Петя рассчитывал на успех своего представления государю именно потому, что он ребенок (Петя думал даже, как все удивятся его молодости), а вместе с тем в устройстве своих воротничков, в прическе и в степенной медлительной походке он хотел представить из себя старого человека. Но чем дальше он шел, чем больше он развлекался все прибывающим и прибывающим у Кремля народом, тем больше он забывал соблюдение степенности и медлительности, свойственных взрослым людям. Подходя к Кремлю, он уже стал заботиться о том, чтобы его не затолкали, и решительно, с угрожающим видом выставил по бокам локти. Но в Троицких воротах, несмотря на всю его решительность, люди, которые, вероятно, не знали, с какой патриотической целью он шел в Кремль, так прижали его к стене, что он должен был покориться и остановиться, пока в ворота с гудящим под сводами звуком проезжали экипажи. Около Пети стояла баба с лакеем, два купца и отставной солдат. Постояв несколько времени в воротах, Петя, не дождавшись того, чтобы все экипажи проехали, прежде других хотел тронуться дальше и начал решительно работать локтями; но баба, стоявшая против него, на которую он первую направил свои локти, сердито крикнула на него:
– Что, барчук, толкаешься, видишь – все стоят. Что ж лезть то!

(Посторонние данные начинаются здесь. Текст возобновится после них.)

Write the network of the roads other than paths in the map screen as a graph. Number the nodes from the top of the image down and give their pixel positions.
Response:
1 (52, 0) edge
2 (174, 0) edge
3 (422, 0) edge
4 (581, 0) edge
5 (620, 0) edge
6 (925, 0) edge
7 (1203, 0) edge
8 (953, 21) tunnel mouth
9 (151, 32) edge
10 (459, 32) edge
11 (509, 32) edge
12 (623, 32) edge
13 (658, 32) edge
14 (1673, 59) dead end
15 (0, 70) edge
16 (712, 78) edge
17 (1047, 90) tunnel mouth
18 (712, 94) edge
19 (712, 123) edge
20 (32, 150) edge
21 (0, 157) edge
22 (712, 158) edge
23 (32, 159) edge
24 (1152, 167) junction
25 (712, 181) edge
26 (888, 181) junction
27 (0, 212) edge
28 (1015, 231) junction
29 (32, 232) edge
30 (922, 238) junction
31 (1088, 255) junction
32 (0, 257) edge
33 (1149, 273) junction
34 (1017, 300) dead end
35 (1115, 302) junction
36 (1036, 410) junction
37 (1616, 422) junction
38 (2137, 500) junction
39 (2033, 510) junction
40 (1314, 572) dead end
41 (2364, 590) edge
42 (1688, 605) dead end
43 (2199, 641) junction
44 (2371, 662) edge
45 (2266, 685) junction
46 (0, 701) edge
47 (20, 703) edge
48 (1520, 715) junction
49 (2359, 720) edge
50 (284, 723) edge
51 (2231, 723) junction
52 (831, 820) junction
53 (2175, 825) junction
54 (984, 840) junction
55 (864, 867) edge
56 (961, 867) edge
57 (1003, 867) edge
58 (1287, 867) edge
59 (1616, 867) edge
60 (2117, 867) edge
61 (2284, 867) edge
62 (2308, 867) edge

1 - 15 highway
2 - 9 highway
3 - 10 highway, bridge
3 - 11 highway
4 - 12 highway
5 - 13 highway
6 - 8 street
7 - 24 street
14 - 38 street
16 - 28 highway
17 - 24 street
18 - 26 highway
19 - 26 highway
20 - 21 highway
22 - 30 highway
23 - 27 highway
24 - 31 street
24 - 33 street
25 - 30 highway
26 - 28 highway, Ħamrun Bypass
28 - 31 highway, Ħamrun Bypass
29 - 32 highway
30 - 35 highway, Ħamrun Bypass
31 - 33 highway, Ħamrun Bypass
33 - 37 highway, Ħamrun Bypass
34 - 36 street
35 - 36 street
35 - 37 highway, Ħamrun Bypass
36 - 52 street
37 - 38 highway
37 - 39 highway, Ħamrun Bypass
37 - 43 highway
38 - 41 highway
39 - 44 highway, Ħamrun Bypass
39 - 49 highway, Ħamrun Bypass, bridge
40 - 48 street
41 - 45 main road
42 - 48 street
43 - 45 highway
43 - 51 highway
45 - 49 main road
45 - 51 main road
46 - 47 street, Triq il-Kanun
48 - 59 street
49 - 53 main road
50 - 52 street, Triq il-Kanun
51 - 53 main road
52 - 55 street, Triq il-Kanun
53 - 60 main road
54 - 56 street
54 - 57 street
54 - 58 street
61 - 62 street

– Так и все полезут, – сказал лакей и, тоже начав работать локтями, затискал Петю в вонючий угол ворот.
Петя отер руками пот, покрывавший его лицо, и поправил размочившиеся от пота воротнички, которые он так хорошо, как у больших, устроил дома.
Петя чувствовал, что он имеет непрезентабельный вид, и боялся, что ежели таким он представится камергерам, то его не допустят до государя. Но оправиться и перейти в другое место не было никакой возможности от тесноты. Один из проезжавших генералов был знакомый Ростовых. Петя хотел просить его помощи, но счел, что это было бы противно мужеству. Когда все экипажи проехали, толпа хлынула и вынесла и Петю на площадь, которая была вся занята народом. Не только по площади, но на откосах, на крышах, везде был народ. Только что Петя очутился на площади, он явственно услыхал наполнявшие весь Кремль звуки колоколов и радостного народного говора.
Одно время на площади было просторнее, но вдруг все головы открылись, все бросилось еще куда то вперед. Петю сдавили так, что он не мог дышать, и все закричало: «Ура! урра! ура!Петя поднимался на цыпочки, толкался, щипался, но ничего не мог видеть, кроме народа вокруг себя.
На всех лицах было одно общее выражение умиления и восторга. Одна купчиха, стоявшая подле Пети, рыдала, и слезы текли у нее из глаз.
– Отец, ангел, батюшка! – приговаривала она, отирая пальцем слезы.
– Ура! – кричали со всех сторон. С минуту толпа простояла на одном месте; но потом опять бросилась вперед.